→ **Material supplied**:
============================================================
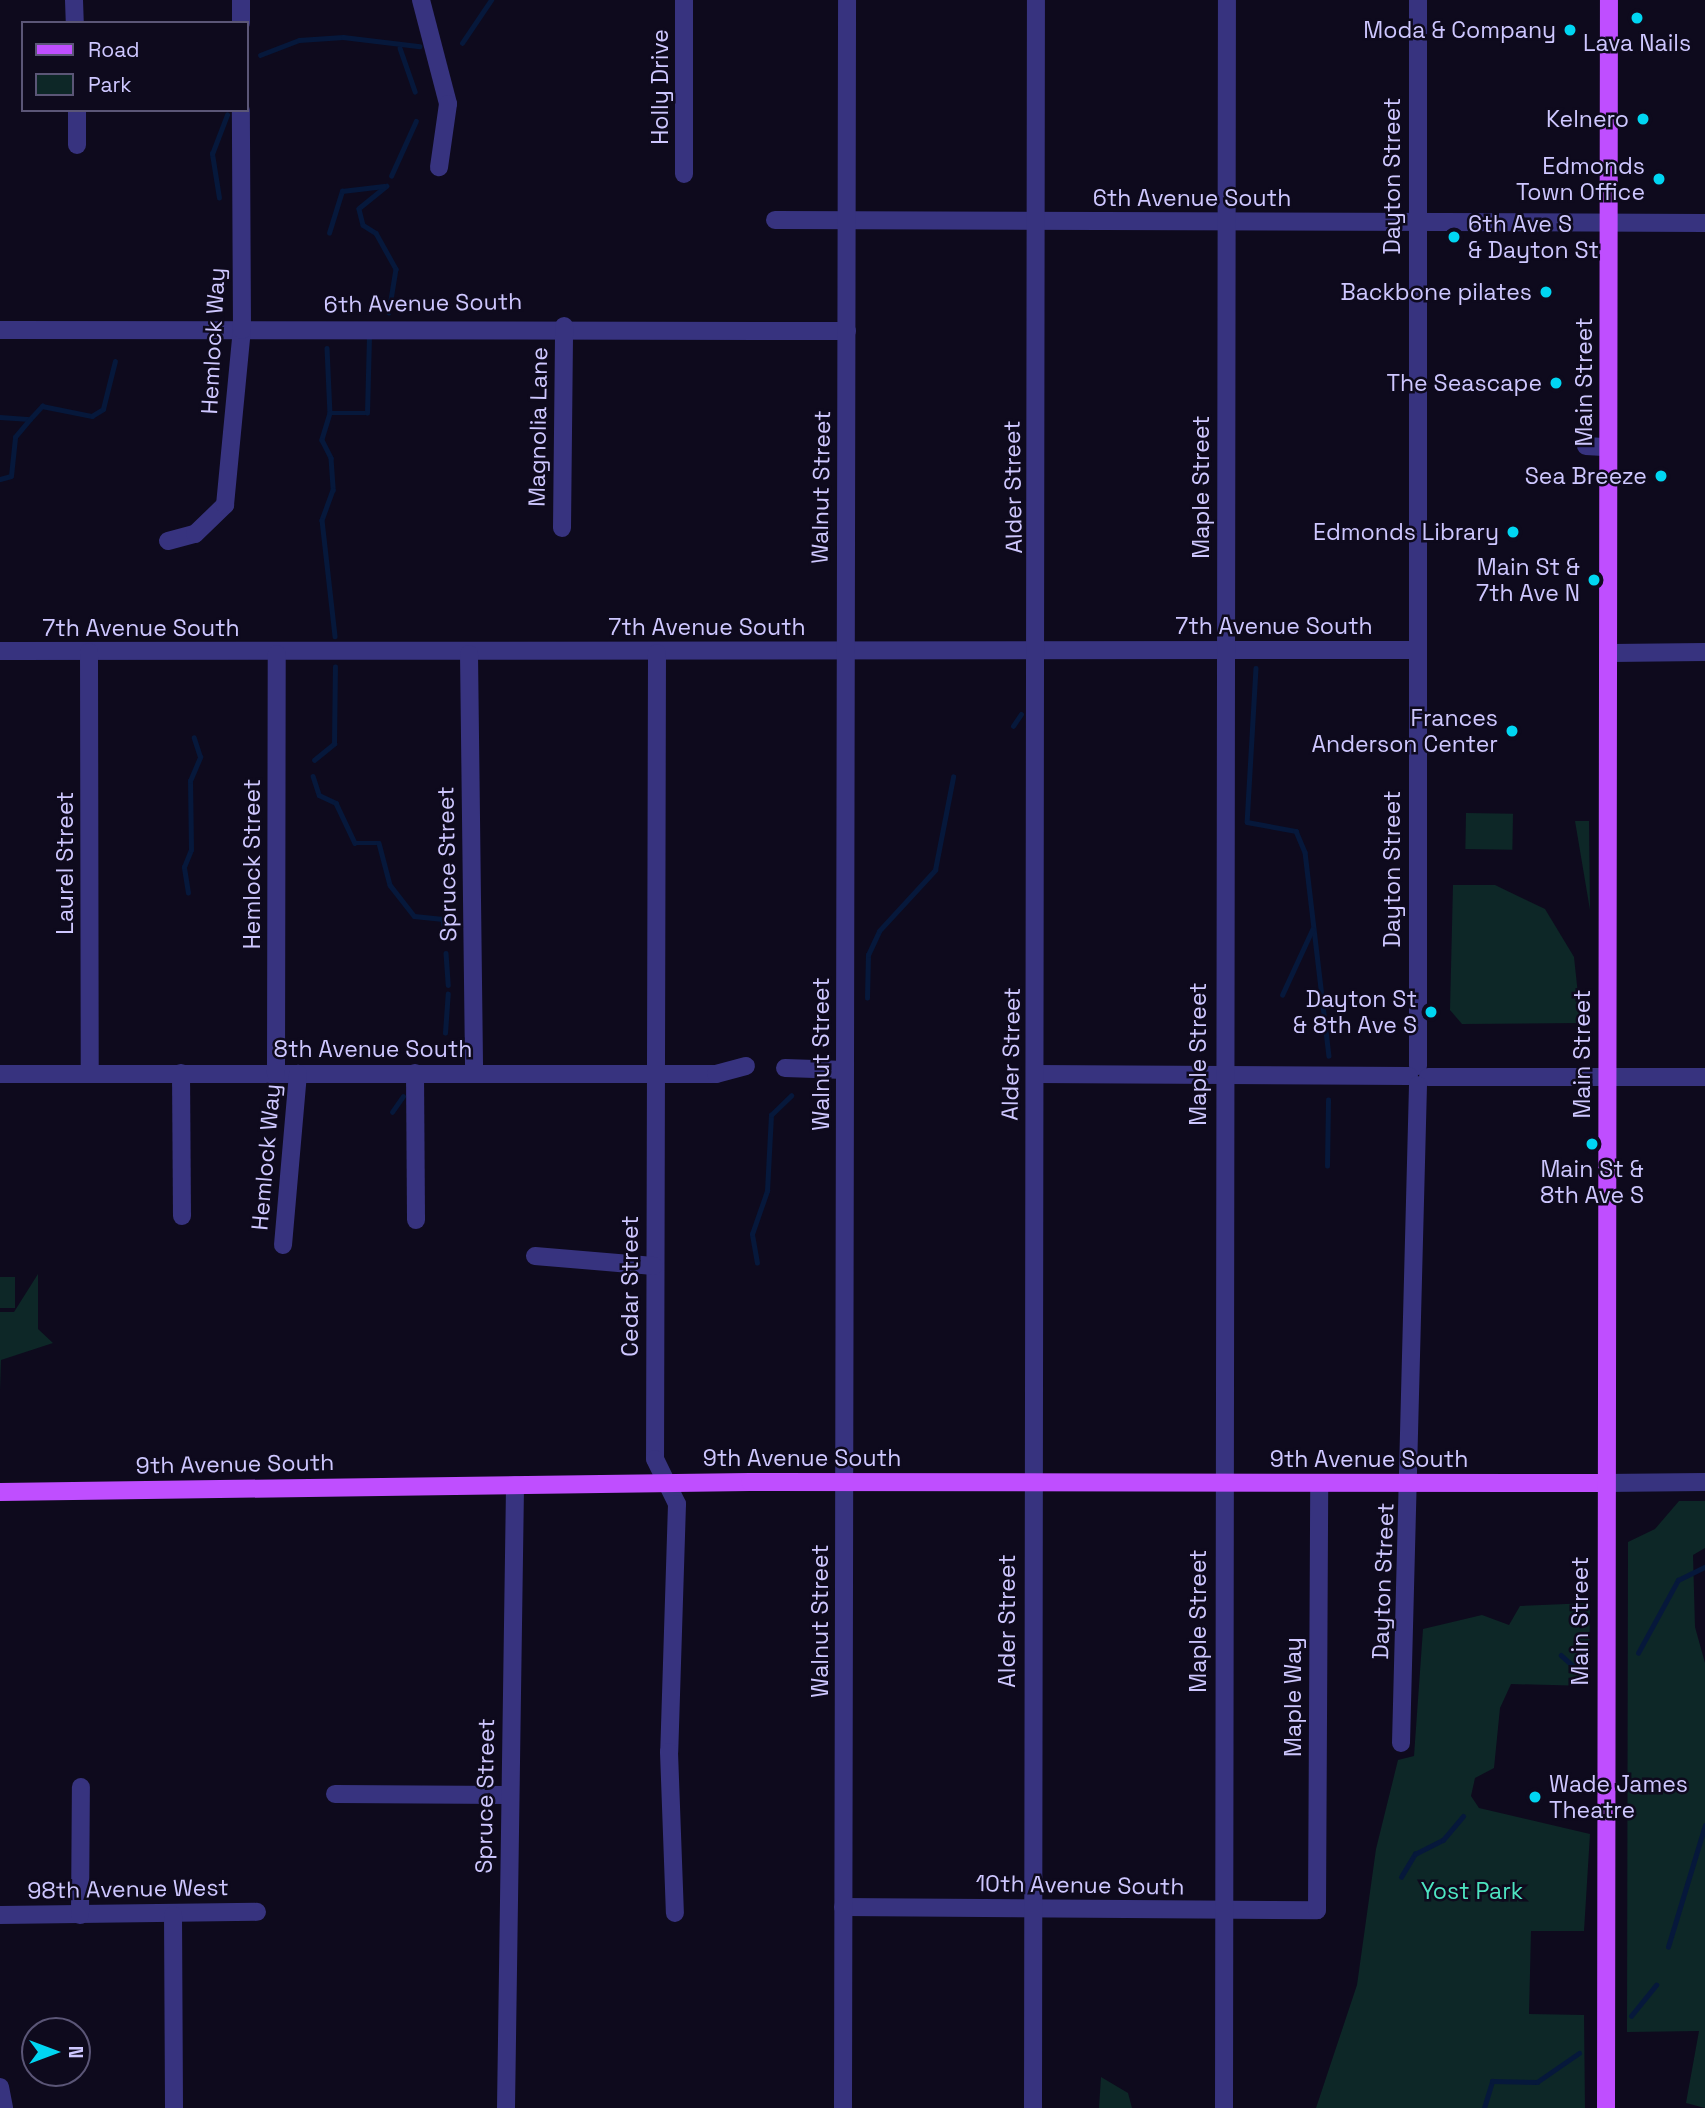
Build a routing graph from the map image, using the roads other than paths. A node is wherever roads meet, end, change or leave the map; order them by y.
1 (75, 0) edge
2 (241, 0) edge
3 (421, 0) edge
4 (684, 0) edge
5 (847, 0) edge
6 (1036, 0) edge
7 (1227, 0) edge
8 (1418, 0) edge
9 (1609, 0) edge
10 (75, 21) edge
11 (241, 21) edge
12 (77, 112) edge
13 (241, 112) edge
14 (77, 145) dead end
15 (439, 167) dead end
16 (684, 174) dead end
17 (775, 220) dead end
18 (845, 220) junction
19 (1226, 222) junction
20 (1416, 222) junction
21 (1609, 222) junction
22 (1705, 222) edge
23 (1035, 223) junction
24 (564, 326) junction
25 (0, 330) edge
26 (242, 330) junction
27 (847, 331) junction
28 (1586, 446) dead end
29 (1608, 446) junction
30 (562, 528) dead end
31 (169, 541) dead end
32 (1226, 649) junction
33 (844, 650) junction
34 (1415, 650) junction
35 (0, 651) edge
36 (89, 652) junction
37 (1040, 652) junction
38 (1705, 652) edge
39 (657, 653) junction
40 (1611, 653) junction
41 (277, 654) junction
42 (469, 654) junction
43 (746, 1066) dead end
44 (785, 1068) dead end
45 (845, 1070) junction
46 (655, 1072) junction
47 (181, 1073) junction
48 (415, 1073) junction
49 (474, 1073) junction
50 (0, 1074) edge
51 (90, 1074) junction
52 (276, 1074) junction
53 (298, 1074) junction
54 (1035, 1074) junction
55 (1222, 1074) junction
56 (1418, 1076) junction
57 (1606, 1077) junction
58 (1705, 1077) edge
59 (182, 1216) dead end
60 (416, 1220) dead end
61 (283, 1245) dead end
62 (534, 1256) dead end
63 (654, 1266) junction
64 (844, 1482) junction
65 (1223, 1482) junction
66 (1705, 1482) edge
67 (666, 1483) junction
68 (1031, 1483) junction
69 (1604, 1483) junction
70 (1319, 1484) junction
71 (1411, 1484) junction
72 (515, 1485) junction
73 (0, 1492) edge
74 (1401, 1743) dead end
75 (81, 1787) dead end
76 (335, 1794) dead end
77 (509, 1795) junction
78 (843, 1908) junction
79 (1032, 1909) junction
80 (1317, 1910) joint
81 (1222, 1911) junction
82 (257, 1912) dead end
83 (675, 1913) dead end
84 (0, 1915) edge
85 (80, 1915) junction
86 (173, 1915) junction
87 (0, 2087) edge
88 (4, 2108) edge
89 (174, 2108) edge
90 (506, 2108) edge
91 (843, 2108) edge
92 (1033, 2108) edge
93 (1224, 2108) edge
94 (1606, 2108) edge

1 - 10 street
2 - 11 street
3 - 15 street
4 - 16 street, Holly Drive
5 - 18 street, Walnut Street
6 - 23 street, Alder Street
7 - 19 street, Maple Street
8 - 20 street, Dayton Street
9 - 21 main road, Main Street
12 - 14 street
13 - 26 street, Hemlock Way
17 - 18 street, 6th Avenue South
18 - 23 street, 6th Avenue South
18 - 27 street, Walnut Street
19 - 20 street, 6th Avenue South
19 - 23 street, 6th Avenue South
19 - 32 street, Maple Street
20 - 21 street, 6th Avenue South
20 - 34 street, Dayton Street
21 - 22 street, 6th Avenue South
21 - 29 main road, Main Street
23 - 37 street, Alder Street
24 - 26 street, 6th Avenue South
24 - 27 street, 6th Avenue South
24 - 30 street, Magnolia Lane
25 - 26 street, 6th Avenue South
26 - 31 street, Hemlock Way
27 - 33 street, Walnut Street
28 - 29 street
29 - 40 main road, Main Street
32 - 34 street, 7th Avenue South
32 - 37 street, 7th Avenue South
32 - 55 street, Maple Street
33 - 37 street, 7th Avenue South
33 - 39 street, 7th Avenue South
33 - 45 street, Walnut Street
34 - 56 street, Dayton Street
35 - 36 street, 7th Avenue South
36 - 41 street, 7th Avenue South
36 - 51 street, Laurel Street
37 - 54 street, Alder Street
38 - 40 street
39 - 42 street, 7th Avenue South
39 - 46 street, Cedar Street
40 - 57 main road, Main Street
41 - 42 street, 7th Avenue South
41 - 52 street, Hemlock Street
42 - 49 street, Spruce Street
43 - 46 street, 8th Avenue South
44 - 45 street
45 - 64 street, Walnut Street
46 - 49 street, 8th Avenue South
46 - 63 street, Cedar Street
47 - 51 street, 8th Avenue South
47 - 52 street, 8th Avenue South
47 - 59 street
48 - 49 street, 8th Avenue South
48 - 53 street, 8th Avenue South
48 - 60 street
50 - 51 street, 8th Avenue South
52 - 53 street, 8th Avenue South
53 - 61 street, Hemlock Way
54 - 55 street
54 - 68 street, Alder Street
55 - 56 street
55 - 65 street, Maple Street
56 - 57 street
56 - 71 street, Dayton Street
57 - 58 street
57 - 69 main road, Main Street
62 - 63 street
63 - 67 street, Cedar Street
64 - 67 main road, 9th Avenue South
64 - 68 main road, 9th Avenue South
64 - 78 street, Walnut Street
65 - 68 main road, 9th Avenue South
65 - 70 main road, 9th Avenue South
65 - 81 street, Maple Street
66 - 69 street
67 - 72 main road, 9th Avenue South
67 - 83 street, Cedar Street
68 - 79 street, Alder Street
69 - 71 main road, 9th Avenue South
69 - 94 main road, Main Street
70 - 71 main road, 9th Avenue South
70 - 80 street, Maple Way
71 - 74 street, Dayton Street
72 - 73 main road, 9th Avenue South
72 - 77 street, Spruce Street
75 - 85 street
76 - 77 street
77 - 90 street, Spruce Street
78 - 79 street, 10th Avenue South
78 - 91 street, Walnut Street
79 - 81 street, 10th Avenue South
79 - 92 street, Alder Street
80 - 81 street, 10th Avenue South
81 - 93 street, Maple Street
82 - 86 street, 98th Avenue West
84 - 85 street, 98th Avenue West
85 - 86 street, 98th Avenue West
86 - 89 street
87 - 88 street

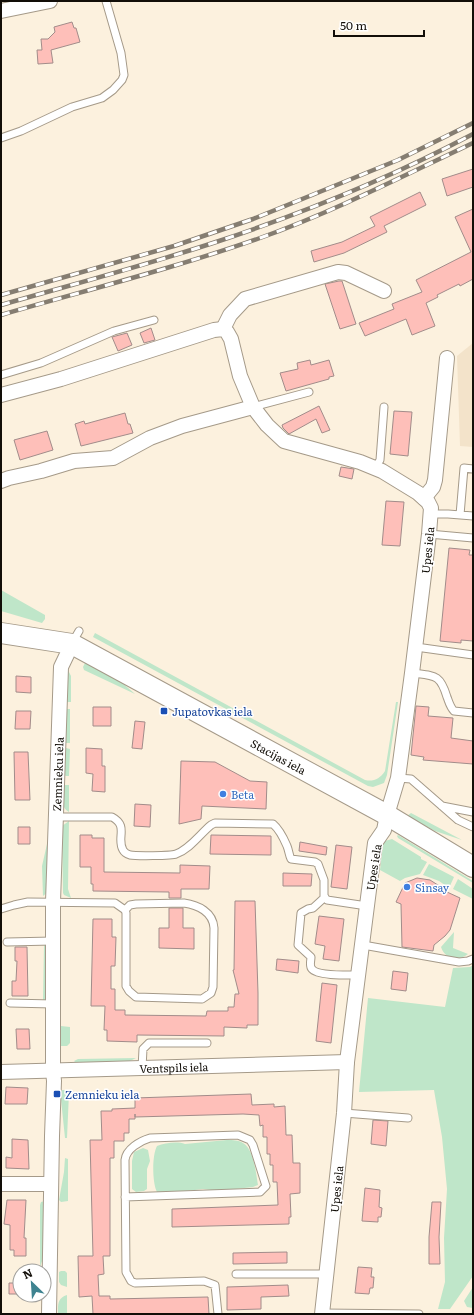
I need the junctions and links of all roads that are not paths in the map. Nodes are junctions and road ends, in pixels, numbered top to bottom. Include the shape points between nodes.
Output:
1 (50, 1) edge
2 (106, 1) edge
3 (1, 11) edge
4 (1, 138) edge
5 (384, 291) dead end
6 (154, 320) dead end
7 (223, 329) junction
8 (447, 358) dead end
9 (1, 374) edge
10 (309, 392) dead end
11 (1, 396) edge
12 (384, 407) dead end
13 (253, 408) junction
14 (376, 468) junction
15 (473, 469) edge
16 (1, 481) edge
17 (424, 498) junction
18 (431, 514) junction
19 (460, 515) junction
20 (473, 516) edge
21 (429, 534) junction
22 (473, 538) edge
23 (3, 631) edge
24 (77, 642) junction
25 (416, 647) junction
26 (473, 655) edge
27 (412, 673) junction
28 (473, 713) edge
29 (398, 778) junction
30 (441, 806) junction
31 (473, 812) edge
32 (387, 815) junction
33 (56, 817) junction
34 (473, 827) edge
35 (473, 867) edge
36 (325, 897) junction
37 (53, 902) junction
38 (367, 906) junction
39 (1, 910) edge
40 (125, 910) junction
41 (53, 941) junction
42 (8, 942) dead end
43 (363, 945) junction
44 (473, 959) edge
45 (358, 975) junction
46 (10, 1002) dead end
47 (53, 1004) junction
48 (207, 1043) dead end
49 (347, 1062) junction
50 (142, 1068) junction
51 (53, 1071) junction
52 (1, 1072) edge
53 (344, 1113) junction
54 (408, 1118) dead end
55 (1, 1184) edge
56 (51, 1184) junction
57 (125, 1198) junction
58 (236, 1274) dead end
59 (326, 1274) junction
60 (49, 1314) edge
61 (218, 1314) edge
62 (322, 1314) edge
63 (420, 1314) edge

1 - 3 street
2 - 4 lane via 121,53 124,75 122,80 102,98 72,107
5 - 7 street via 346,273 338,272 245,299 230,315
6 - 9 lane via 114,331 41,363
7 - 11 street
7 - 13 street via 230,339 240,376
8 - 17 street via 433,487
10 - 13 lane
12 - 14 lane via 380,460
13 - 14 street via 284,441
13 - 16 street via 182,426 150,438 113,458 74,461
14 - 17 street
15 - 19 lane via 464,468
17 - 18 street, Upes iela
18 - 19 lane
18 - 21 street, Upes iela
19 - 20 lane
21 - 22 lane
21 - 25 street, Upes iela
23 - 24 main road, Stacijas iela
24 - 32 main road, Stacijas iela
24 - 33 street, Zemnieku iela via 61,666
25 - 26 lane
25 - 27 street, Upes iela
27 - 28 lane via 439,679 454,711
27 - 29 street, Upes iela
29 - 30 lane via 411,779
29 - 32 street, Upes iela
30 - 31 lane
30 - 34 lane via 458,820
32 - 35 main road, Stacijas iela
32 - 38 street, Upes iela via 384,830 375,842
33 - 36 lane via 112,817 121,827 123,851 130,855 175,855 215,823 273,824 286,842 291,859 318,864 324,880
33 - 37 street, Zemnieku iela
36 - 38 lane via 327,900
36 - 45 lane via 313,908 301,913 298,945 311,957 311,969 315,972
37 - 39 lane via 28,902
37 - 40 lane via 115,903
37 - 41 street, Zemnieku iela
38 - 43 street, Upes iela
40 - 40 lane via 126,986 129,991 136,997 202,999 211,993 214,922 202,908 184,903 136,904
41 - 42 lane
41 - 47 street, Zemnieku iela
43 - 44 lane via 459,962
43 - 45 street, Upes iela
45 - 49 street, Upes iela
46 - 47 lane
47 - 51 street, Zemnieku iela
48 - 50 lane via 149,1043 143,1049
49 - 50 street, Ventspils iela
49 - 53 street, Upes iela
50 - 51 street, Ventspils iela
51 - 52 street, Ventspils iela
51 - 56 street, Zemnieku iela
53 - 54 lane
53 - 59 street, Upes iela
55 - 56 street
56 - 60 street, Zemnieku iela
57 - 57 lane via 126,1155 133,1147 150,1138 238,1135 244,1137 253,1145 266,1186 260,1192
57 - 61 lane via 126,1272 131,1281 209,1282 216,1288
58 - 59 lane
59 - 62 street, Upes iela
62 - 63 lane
============================================================
→ **Problem**:
Filtering the entries above by the word "Spruce", copy each line that matches.

→ **Solution to this problem**:
42 - 49 street, Spruce Street
72 - 77 street, Spruce Street
77 - 90 street, Spruce Street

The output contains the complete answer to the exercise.